In the present study, we did not found any impact of active mobilizations on dialysis catheter dysfunction. Few studies have focused on mobilization of patients having central intravenous catheters and even fewer on patients having dialysis catheter and their impact on dysfunction:  Perme, C et al. retrospectively studied the safety of femoral arterial catheters in patients receiving physical therapy sessions (30 patients who received 47 physical therapy treatment sessions): they did not found any femoral arterial catheter related adverse event [12]. Similarly, Damluji, A et al. evaluated 101 ICU patients who received physical therapy sessions with a femoral venous, arterial, or hemodialysis catheter(s) in situ. During 253 physical therapy sessions, there were no catheter-related adverse events giving a 0% event rate [13]. Data are scarce on the impact of physical therapy on dialysis catheter dysfunction. Wang et al. studied the impact of mobilization interventions on filter pressure parameters and lifespan in 33 patients undergoing continuous renal replacement therapy via femoral, subclavian or internal jugular vascular access catheters. No episodes of filter occlusion or failure occurred during any of the interventions. No adverse events were detected [14]. Advances in materials with less rigid catheters than historically used may have contributed to the decrease of catheter-related adverse events that our study and others have reported [15].

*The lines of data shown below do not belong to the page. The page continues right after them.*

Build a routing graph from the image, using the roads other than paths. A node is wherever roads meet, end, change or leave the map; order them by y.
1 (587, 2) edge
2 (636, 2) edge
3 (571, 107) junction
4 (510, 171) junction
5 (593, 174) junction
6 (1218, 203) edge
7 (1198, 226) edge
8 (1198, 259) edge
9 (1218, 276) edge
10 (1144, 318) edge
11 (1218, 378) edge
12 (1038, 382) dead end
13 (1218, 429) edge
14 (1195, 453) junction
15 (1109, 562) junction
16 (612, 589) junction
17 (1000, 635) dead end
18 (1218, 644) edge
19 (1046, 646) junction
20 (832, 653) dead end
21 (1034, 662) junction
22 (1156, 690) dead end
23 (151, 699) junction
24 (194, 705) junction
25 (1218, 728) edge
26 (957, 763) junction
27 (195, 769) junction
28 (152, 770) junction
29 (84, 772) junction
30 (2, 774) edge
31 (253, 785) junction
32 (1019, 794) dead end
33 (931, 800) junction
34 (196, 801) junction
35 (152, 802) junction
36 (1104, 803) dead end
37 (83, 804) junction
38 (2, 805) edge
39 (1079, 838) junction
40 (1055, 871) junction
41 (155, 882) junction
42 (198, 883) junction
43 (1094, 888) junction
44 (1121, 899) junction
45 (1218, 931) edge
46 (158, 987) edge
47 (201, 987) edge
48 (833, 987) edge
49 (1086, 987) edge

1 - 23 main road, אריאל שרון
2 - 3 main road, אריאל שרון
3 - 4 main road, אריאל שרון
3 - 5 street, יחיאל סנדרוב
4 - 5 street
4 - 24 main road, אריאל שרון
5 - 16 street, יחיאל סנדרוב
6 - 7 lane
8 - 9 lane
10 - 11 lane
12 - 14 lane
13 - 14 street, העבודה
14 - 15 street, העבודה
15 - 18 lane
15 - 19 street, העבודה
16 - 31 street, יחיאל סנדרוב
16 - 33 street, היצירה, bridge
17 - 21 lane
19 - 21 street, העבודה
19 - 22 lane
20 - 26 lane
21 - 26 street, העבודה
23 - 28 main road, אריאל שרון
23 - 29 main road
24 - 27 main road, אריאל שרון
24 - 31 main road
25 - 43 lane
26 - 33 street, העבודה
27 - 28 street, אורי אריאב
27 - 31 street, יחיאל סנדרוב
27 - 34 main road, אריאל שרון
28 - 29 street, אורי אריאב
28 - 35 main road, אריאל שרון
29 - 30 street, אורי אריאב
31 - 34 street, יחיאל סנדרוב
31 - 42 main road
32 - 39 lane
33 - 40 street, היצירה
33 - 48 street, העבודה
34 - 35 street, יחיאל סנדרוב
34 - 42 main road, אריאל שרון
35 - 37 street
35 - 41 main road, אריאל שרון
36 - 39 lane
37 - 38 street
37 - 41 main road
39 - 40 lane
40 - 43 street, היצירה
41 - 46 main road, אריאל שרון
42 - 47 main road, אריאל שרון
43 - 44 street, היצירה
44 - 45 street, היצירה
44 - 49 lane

Of note, the percentage of bleeding (12.5%) in our cohort was higher than previously reported in the literature. This is probably due to the recruitment of patients in our center with a large proportion of them having hematological malignancies and thrombocytopenia. However, even in high risk patients, this study confirms that the presence of a dialysis catheter should not be a barrier in providing physical therapy. As physical therapy has previously been shown to be associated with improved physical function and quality of life in ICU survivors, one should encourage nursing staff and physical therapists to mobilize patients undergoing renal replacement therapy and plasma exchanges.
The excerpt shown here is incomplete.